XLIII

RÉVOLTE À ÉPHÈSE.
SAINT PAUL VA EN MACÉDOINE, PUIS À CORINTHE :
IL ÉTABLIT LA COMMUNION À JEUN.



Grand’mère. Il y avait à Éphèse un orfèvre nommé Démétrius.

Louis. Qu’est-ce que c’est : orfèvre ?

Grand’mère. Un orfèvre est un homme qui travaille l’or, l’argent et d’autres métaux.

Ce Démétrius gagnait beaucoup d’argent en faisant des bijoux qui représentaient des petites statues et de petits temples de Diane ; tous les pèlerins de Diane en achetaient pour avoir un souvenir de ce temple magnifique, célèbre dans le monde entier. Démétrius employait une quantité considérable d’ouvriers pour la fabrication de ces petits temples. À mesure que le nombre des Chrétiens augmentait, le nombre des acheteurs diminuait. Les Chrétiens ne rendaient plus aucun culte à Diane : ils n’allaient pas visiter son temple ; ils n’achetaient pas les bijoux fabriqués par Démétrius. Le commerce et le gain de l’orfèvre diminuaient de jour en jour.

Voyant les grands progrès du Christianisme, Démétrius rassembla ses ouvriers, Leur représenta avec beaucoup d’exagération les bénéfices que leur rapportait la fabrication de ces petits temples, la perte considérable que leur faisaient éprouver les Chrétiens, la ruine qui les menaçait tous, maître et ouvriers, la diminution certaine de l’importance d’Éphèse et de la grande Diane, leur déesse.

Alors, tous ces ouvriers entrèrent en fureur et se mirent à crier :

« Vive la grande Diane d’Éphèse ! »

En peu d’instants, toute la ville fut dans un tumulte effroyable. Ils coururent au théâtre, lieu ordinaire des assemblées du peuple, traînant avec eux deux des disciples de l’Apôtre saint Paul. Paul voulut aller lui-même parler au peuple. Mais ses disciples, craignant pour sa vie, l’en empêchèrent, le retenant de force. On le pria instamment de rester enfermé.

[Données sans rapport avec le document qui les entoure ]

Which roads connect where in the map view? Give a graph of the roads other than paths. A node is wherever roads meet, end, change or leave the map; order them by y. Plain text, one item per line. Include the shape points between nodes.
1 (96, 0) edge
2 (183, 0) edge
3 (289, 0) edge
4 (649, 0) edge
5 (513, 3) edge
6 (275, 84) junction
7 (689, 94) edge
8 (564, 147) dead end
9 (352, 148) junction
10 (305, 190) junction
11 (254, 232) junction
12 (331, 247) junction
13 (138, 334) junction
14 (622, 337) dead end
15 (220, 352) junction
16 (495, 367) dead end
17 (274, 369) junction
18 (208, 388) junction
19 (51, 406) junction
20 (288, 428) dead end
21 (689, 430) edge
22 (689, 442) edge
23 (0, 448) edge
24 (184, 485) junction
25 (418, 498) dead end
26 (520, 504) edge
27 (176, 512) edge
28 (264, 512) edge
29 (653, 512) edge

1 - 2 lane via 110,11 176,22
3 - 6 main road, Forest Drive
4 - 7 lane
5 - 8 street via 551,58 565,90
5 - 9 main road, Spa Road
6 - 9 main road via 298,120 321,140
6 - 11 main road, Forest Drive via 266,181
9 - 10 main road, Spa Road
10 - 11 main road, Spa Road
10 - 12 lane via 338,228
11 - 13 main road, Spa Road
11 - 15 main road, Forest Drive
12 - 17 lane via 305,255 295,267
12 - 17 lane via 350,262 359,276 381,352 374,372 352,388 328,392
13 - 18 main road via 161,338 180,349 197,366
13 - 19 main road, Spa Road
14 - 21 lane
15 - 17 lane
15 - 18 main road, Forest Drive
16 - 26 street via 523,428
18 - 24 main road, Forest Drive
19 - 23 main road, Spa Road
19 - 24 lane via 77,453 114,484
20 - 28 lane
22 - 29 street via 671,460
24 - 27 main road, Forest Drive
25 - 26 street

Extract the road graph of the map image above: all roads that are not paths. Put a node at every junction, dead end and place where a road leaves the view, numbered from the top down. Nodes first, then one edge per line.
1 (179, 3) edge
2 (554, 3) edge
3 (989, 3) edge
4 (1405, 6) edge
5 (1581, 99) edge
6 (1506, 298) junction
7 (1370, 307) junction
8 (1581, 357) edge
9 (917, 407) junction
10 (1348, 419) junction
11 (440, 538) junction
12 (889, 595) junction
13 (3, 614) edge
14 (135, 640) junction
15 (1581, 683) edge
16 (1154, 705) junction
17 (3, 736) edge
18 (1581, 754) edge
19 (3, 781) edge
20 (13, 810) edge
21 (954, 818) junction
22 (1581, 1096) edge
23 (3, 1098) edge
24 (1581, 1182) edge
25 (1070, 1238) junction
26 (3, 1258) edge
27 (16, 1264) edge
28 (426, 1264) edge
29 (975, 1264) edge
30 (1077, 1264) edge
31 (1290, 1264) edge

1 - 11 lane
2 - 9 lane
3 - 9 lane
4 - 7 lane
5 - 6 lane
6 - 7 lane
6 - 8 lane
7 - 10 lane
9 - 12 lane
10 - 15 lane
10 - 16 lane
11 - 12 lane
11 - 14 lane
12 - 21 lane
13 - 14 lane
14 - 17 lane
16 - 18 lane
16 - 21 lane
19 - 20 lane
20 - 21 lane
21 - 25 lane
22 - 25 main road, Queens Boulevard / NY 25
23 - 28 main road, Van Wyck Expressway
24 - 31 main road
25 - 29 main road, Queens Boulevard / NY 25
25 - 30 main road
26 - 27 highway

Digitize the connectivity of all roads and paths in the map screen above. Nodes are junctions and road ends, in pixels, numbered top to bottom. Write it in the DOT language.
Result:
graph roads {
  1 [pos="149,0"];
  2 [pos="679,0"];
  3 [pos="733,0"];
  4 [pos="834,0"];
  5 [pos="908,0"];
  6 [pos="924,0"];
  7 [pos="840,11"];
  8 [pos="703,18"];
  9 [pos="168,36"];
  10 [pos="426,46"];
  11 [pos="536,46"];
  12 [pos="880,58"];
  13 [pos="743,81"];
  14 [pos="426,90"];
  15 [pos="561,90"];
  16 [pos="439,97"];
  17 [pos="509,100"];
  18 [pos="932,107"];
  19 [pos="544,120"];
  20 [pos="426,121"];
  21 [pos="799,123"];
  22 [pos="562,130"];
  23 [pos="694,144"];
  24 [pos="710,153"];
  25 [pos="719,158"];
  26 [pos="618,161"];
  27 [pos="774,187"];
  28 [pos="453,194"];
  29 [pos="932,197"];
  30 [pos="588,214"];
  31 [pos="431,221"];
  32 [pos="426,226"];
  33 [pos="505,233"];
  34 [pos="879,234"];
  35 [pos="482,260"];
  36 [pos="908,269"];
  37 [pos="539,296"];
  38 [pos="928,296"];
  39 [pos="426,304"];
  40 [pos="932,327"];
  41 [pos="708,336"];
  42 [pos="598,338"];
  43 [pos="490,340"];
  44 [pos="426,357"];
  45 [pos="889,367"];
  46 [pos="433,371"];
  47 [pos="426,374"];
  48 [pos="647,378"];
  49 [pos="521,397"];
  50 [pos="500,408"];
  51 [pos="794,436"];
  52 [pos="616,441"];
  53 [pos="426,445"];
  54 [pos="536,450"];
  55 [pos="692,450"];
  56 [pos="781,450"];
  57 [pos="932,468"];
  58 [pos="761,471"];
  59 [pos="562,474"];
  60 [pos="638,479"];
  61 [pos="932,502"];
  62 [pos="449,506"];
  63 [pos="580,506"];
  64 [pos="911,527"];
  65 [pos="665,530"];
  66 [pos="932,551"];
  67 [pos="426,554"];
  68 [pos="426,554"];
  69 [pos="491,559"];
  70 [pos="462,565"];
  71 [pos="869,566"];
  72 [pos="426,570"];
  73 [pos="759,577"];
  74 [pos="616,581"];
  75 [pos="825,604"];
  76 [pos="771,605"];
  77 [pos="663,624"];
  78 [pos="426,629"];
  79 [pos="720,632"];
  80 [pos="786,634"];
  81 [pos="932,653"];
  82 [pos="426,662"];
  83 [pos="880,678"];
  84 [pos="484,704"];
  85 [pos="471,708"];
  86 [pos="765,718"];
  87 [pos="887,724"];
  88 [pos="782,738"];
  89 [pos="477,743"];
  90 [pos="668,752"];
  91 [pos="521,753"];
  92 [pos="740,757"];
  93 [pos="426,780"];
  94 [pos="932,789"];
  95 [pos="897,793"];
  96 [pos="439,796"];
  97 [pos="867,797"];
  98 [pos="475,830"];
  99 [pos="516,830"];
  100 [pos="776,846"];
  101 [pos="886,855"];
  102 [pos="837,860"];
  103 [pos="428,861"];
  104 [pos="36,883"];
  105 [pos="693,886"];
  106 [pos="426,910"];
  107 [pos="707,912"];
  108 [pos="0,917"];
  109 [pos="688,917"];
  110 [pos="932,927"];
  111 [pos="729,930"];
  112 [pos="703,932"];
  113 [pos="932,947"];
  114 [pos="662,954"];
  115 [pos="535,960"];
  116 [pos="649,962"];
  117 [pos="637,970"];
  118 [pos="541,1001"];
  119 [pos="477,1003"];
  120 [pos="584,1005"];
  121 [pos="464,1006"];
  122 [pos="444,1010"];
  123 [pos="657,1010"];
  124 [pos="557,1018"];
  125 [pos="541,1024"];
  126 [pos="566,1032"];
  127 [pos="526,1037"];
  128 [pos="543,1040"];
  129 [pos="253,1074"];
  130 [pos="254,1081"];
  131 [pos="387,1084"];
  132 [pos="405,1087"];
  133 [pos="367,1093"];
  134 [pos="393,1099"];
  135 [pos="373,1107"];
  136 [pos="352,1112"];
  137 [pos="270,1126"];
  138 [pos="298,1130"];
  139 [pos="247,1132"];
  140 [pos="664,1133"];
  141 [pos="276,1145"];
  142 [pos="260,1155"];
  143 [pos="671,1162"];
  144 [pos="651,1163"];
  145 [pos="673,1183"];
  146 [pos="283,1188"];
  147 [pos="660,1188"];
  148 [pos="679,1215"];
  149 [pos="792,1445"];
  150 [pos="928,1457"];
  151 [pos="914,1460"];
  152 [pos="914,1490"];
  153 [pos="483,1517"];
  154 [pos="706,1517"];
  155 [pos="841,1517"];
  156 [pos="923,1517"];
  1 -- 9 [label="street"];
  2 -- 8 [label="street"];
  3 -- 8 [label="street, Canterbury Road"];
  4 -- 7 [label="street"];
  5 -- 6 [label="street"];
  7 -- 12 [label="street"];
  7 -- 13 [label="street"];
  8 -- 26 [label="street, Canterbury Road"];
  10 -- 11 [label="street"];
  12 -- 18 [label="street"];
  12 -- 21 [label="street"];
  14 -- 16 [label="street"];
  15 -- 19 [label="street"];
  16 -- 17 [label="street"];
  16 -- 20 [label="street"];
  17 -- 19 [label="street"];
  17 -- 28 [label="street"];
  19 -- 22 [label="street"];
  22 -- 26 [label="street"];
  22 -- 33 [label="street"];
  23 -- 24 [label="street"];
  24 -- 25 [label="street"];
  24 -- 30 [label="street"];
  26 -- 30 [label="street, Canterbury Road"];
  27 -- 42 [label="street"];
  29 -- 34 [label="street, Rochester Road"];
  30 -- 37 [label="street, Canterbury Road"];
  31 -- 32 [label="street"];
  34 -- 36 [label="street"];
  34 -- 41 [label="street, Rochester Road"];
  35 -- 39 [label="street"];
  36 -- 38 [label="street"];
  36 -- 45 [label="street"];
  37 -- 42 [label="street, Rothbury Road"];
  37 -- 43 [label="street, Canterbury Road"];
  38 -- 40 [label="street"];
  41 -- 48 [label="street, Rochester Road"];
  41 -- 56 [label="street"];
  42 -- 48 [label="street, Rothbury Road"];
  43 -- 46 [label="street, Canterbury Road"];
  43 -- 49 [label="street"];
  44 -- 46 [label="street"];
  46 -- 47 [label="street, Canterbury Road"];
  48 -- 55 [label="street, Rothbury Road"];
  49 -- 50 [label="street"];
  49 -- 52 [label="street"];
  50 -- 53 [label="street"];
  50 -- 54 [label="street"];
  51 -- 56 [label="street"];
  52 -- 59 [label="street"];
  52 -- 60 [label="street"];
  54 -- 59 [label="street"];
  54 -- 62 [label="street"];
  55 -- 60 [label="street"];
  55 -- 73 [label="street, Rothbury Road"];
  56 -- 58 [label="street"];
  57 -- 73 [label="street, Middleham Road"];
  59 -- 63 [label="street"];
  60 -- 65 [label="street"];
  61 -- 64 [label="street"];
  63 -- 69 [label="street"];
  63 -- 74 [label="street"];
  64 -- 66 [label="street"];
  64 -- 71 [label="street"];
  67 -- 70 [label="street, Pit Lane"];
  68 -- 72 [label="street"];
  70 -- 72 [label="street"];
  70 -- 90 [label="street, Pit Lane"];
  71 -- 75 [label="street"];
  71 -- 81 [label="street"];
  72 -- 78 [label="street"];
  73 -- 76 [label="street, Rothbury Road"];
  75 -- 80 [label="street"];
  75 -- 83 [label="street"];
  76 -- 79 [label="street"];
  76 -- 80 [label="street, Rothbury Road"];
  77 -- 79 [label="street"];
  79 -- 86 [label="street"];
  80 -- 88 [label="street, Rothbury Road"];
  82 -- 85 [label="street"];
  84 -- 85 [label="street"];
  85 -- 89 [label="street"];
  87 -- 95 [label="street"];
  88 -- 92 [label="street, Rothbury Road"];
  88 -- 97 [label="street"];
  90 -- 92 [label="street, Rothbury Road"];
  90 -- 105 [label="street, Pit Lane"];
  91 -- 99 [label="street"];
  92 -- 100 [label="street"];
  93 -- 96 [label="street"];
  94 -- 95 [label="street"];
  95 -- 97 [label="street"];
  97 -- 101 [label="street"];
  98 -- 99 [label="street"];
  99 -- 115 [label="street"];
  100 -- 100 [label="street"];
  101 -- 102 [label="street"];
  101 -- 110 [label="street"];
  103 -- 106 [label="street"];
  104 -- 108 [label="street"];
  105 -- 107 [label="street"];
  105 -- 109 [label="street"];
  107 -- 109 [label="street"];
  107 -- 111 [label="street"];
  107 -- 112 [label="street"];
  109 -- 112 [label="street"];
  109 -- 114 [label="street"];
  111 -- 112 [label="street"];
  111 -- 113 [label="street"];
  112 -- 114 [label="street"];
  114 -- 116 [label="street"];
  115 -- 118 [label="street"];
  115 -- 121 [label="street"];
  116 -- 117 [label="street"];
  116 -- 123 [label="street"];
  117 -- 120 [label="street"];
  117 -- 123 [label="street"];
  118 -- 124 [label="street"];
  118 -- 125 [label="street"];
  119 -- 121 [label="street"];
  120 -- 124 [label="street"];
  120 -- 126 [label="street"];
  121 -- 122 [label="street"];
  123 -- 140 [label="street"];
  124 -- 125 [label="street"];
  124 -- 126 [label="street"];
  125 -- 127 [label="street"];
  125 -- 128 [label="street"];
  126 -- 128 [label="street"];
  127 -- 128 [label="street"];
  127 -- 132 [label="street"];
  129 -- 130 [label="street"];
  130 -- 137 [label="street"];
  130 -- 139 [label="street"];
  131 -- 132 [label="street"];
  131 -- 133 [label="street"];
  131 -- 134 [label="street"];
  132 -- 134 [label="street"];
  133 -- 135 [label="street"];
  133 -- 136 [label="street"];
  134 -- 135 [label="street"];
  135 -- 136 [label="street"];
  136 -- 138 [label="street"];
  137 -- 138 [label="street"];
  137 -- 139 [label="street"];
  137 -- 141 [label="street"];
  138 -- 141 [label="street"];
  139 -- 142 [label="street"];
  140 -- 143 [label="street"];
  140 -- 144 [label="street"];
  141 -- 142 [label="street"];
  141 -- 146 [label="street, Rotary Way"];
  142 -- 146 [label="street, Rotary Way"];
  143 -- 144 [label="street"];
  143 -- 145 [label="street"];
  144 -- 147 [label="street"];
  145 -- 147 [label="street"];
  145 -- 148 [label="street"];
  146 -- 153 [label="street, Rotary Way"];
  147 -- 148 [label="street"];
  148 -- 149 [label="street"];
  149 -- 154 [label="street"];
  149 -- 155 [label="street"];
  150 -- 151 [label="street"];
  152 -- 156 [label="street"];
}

Les Juifs qui avaient, comme les Chrétiens, horreur des idoles, eurent très-peur que les révoltés ne se tournassent aussi contre eux ; ils se voyaient déjà livrés au pillage et au massacre comme les Chrétiens. Ils voulurent faire parler en leur faveur un certain Alexandre qui avait de l’empire sur les ouvriers ; mais ceux-ci, ayant reconnu qu’Alexandre était juif, se mirent à crier pendant deux heures, sans vouloir rien entendre :

« Vive la grande Diane des Éphésiens ! »

Enfin un homme sage et puissant apaisa les clameurs de la multitude et les engagea, si on leur avait fait du tort, à aller se plaindre au Proconsul qui leur ferait rendre justice. Il finit par les calmer et les disperser.

Lorsque le tumulte fut apaisé, Paul rassembla ses disciples et leur dit qu’il était résolu à partir pour la Macédoine. Il écrivit encore une Épître aux Corinthiens. Il la fit porter par Tite, qu’il envoyait à Corinthe pour y faire une collecte ou quête pour les pauvres de la Judée. Puis il partit pour la Macédoine, d’où il passa en Grèce ; il retourna une troisième fois à Corinthe ; c’est alors qu’il ordonna que la communion ne pourrait plus être reçue qu’à jeun, c’est-à-dire avant d’avoir mangé.

Pierre. Est-ce qu’avant on pouvait manger avant de communier ?

Grand’mère. Oui, on communiait et on disait la Messe, indifféremment avant ou après les repas.

Pierre. C’était bien plus commode.

Grand’mère. Oui ; mais saint Paul trouva des inconvénients graves à cet usage. Il y avait parmi les nouveaux Chrétiens, peu instruits encore, des gens qui mangeaient ou buvaient avec excès ; il pouvait en résulter des choses fâcheuses, ou tout au moins une disposition peu recueillie qui faisait recevoir avec irrévérence le corps de Notre-Seigneur Jésus-Christ. Depuis, l’usage de ne communier qu’à jeun se répandit dans toute l’Église ; il a toujours été conservé.